[[ DATA TO PROCESS, beginning ]]

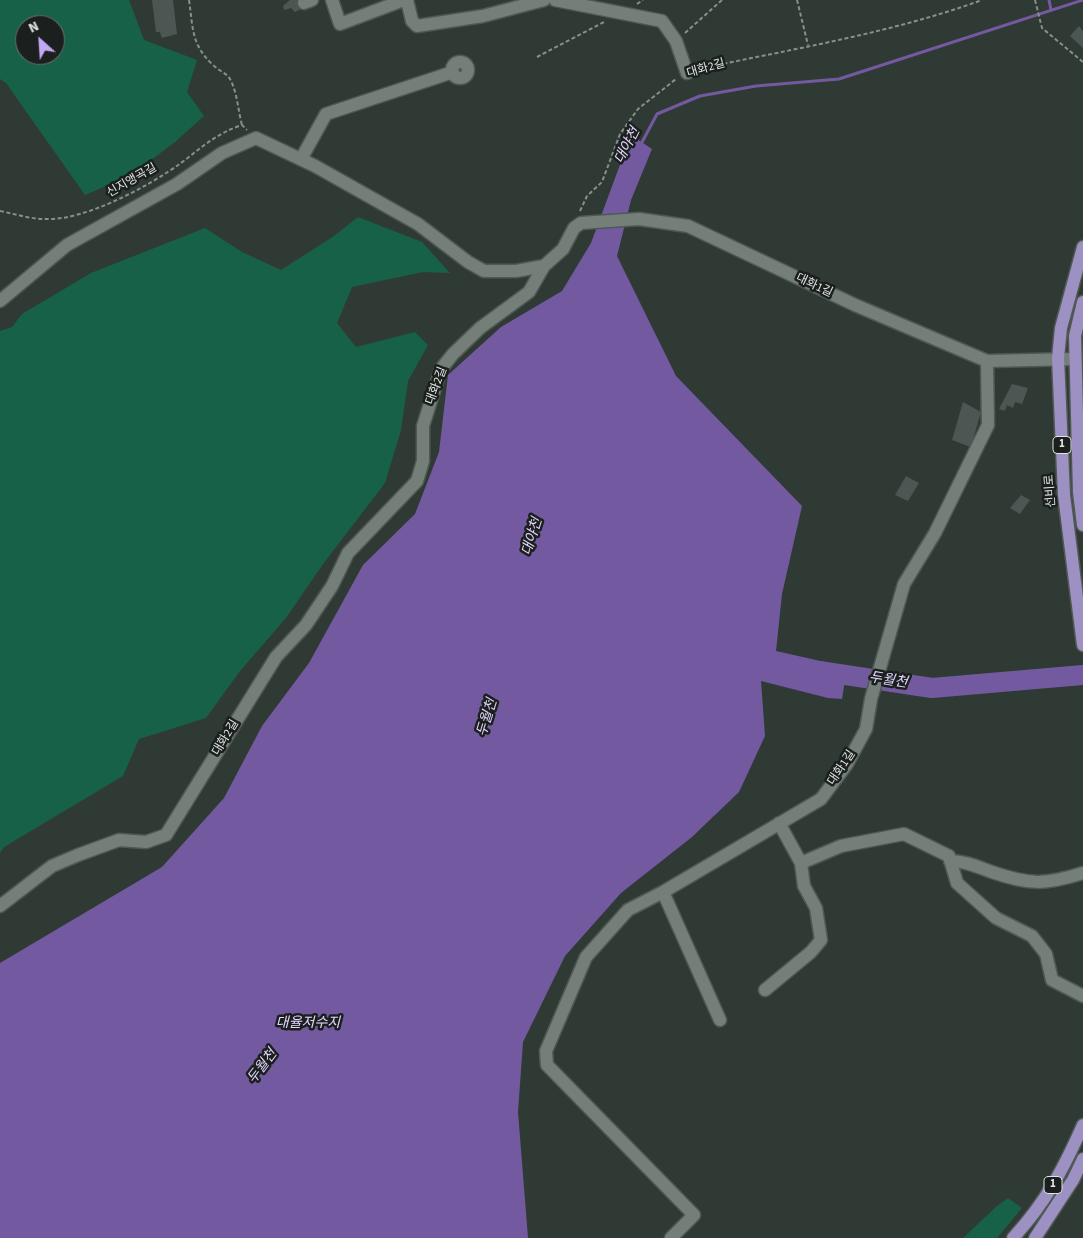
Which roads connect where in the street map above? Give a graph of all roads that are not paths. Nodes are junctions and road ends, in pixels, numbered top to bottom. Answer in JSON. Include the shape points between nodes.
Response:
{"nodes":[{"id":1,"x":332,"y":0,"type":"edge"},
{"id":2,"x":405,"y":0,"type":"edge"},
{"id":3,"x":544,"y":0,"type":"edge"},
{"id":4,"x":556,"y":0,"type":"edge"},
{"id":5,"x":453,"y":72,"type":"dead end"},
{"id":6,"x":687,"y":73,"type":"road end"},
{"id":7,"x":301,"y":159,"type":"junction"},
{"id":8,"x":586,"y":222,"type":"joint"},
{"id":9,"x":1083,"y":247,"type":"edge"},
{"id":10,"x":544,"y":266,"type":"junction"},
{"id":11,"x":0,"y":301,"type":"edge"},
{"id":12,"x":1083,"y":302,"type":"edge"},
{"id":13,"x":1079,"y":339,"type":"edge"},
{"id":14,"x":1058,"y":358,"type":"junction"},
{"id":15,"x":1075,"y":359,"type":"junction"},
{"id":16,"x":987,"y":361,"type":"junction"},
{"id":17,"x":1081,"y":491,"type":"edge"},
{"id":18,"x":1083,"y":525,"type":"edge"},
{"id":19,"x":1083,"y":645,"type":"edge"},
{"id":20,"x":779,"y":823,"type":"junction"},
{"id":21,"x":950,"y":861,"type":"junction"},
{"id":22,"x":801,"y":863,"type":"junction"},
{"id":23,"x":1083,"y":873,"type":"edge"},
{"id":24,"x":663,"y":892,"type":"junction"},
{"id":25,"x":0,"y":906,"type":"edge"},
{"id":26,"x":765,"y":990,"type":"dead end"},
{"id":27,"x":1083,"y":996,"type":"edge"},
{"id":28,"x":720,"y":1020,"type":"dead end"},
{"id":29,"x":1083,"y":1125,"type":"edge"},
{"id":30,"x":1083,"y":1159,"type":"edge"},
{"id":31,"x":671,"y":1238,"type":"edge"},
{"id":32,"x":1013,"y":1238,"type":"edge"},
{"id":33,"x":1035,"y":1238,"type":"edge"}],
"edges":[{"from":1,"to":2,"type":"street","via":[[340,24]]},
{"from":2,"to":3,"type":"street","via":[[417,26],[483,16]]},
{"from":4,"to":6,"type":"street","via":[[662,22],[676,41]]},
{"from":5,"to":7,"type":"street","via":[[326,114]]},
{"from":7,"to":10,"type":"street","via":[[418,224],[484,271],[516,271]]},
{"from":7,"to":11,"type":"street","via":[[256,138],[222,153],[177,184],[67,245]]},
{"from":8,"to":10,"type":"street","name":"대화2길","via":[[574,228],[563,248]]},
{"from":8,"to":16,"type":"street","name":"대화1길","via":[[639,219],[688,226],[855,306]]},
{"from":9,"to":14,"type":"main road","name":"선비로","number":"1","via":[[1061,328]]},
{"from":10,"to":25,"type":"street","name":"대화2길","via":[[529,292],[480,328],[441,369],[423,426],[423,461],[417,481],[348,553],[332,586],[306,625],[276,657],[166,835],[146,842],[119,840],[52,866]]},
{"from":12,"to":13,"type":"main road","number":"1"},
{"from":13,"to":15,"type":"main road","number":"1"},
{"from":14,"to":15,"type":"street","name":"대화1길"},
{"from":14,"to":16,"type":"street","name":"대화1길"},
{"from":14,"to":19,"type":"main road","name":"선비로","number":"1","via":[[1064,495]]},
{"from":15,"to":17,"type":"main road","number":"1"},
{"from":16,"to":20,"type":"street","name":"대화1길","via":[[988,425],[934,533],[904,584],[871,699],[866,728],[847,764],[821,799]]},
{"from":17,"to":18,"type":"main road","number":"1"},
{"from":20,"to":22,"type":"street"},
{"from":20,"to":24,"type":"street","name":"대화1길"},
{"from":21,"to":22,"type":"street","via":[[949,856],[904,834],[841,846]]},
{"from":21,"to":23,"type":"street","via":[[1040,884]]},
{"from":21,"to":27,"type":"street","via":[[957,883],[996,918],[1032,936],[1046,954],[1052,980]]},
{"from":22,"to":26,"type":"street","via":[[804,886],[816,908],[821,940]]},
{"from":24,"to":28,"type":"street"},
{"from":24,"to":31,"type":"street","name":"대화1길","via":[[628,910],[586,957],[546,1051],[546,1065],[694,1215]]},
{"from":29,"to":32,"type":"main road","number":"1","via":[[1062,1172],[1034,1214]]},
{"from":30,"to":33,"type":"main road","number":"1"}]}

[[ DATA TO PROCESS, end ]]

WHAT YOU HAVE TO DO
Everything in the listing above, apart from its pictures, must be repeated exactly.

SOLUTION FOR THIS EXERCISE
Which roads connect where in the street map above? Give a graph of all roads that are not paths. Nodes are junctions and road ends, in pixels, numbered top to bottom. Answer in JSON. Include the shape points between nodes.
Response:
{"nodes":[{"id":1,"x":332,"y":0,"type":"edge"},
{"id":2,"x":405,"y":0,"type":"edge"},
{"id":3,"x":544,"y":0,"type":"edge"},
{"id":4,"x":556,"y":0,"type":"edge"},
{"id":5,"x":453,"y":72,"type":"dead end"},
{"id":6,"x":687,"y":73,"type":"road end"},
{"id":7,"x":301,"y":159,"type":"junction"},
{"id":8,"x":586,"y":222,"type":"joint"},
{"id":9,"x":1083,"y":247,"type":"edge"},
{"id":10,"x":544,"y":266,"type":"junction"},
{"id":11,"x":0,"y":301,"type":"edge"},
{"id":12,"x":1083,"y":302,"type":"edge"},
{"id":13,"x":1079,"y":339,"type":"edge"},
{"id":14,"x":1058,"y":358,"type":"junction"},
{"id":15,"x":1075,"y":359,"type":"junction"},
{"id":16,"x":987,"y":361,"type":"junction"},
{"id":17,"x":1081,"y":491,"type":"edge"},
{"id":18,"x":1083,"y":525,"type":"edge"},
{"id":19,"x":1083,"y":645,"type":"edge"},
{"id":20,"x":779,"y":823,"type":"junction"},
{"id":21,"x":950,"y":861,"type":"junction"},
{"id":22,"x":801,"y":863,"type":"junction"},
{"id":23,"x":1083,"y":873,"type":"edge"},
{"id":24,"x":663,"y":892,"type":"junction"},
{"id":25,"x":0,"y":906,"type":"edge"},
{"id":26,"x":765,"y":990,"type":"dead end"},
{"id":27,"x":1083,"y":996,"type":"edge"},
{"id":28,"x":720,"y":1020,"type":"dead end"},
{"id":29,"x":1083,"y":1125,"type":"edge"},
{"id":30,"x":1083,"y":1159,"type":"edge"},
{"id":31,"x":671,"y":1238,"type":"edge"},
{"id":32,"x":1013,"y":1238,"type":"edge"},
{"id":33,"x":1035,"y":1238,"type":"edge"}],
"edges":[{"from":1,"to":2,"type":"street","via":[[340,24]]},
{"from":2,"to":3,"type":"street","via":[[417,26],[483,16]]},
{"from":4,"to":6,"type":"street","via":[[662,22],[676,41]]},
{"from":5,"to":7,"type":"street","via":[[326,114]]},
{"from":7,"to":10,"type":"street","via":[[418,224],[484,271],[516,271]]},
{"from":7,"to":11,"type":"street","via":[[256,138],[222,153],[177,184],[67,245]]},
{"from":8,"to":10,"type":"street","name":"대화2길","via":[[574,228],[563,248]]},
{"from":8,"to":16,"type":"street","name":"대화1길","via":[[639,219],[688,226],[855,306]]},
{"from":9,"to":14,"type":"main road","name":"선비로","number":"1","via":[[1061,328]]},
{"from":10,"to":25,"type":"street","name":"대화2길","via":[[529,292],[480,328],[441,369],[423,426],[423,461],[417,481],[348,553],[332,586],[306,625],[276,657],[166,835],[146,842],[119,840],[52,866]]},
{"from":12,"to":13,"type":"main road","number":"1"},
{"from":13,"to":15,"type":"main road","number":"1"},
{"from":14,"to":15,"type":"street","name":"대화1길"},
{"from":14,"to":16,"type":"street","name":"대화1길"},
{"from":14,"to":19,"type":"main road","name":"선비로","number":"1","via":[[1064,495]]},
{"from":15,"to":17,"type":"main road","number":"1"},
{"from":16,"to":20,"type":"street","name":"대화1길","via":[[988,425],[934,533],[904,584],[871,699],[866,728],[847,764],[821,799]]},
{"from":17,"to":18,"type":"main road","number":"1"},
{"from":20,"to":22,"type":"street"},
{"from":20,"to":24,"type":"street","name":"대화1길"},
{"from":21,"to":22,"type":"street","via":[[949,856],[904,834],[841,846]]},
{"from":21,"to":23,"type":"street","via":[[1040,884]]},
{"from":21,"to":27,"type":"street","via":[[957,883],[996,918],[1032,936],[1046,954],[1052,980]]},
{"from":22,"to":26,"type":"street","via":[[804,886],[816,908],[821,940]]},
{"from":24,"to":28,"type":"street"},
{"from":24,"to":31,"type":"street","name":"대화1길","via":[[628,910],[586,957],[546,1051],[546,1065],[694,1215]]},
{"from":29,"to":32,"type":"main road","number":"1","via":[[1062,1172],[1034,1214]]},
{"from":30,"to":33,"type":"main road","number":"1"}]}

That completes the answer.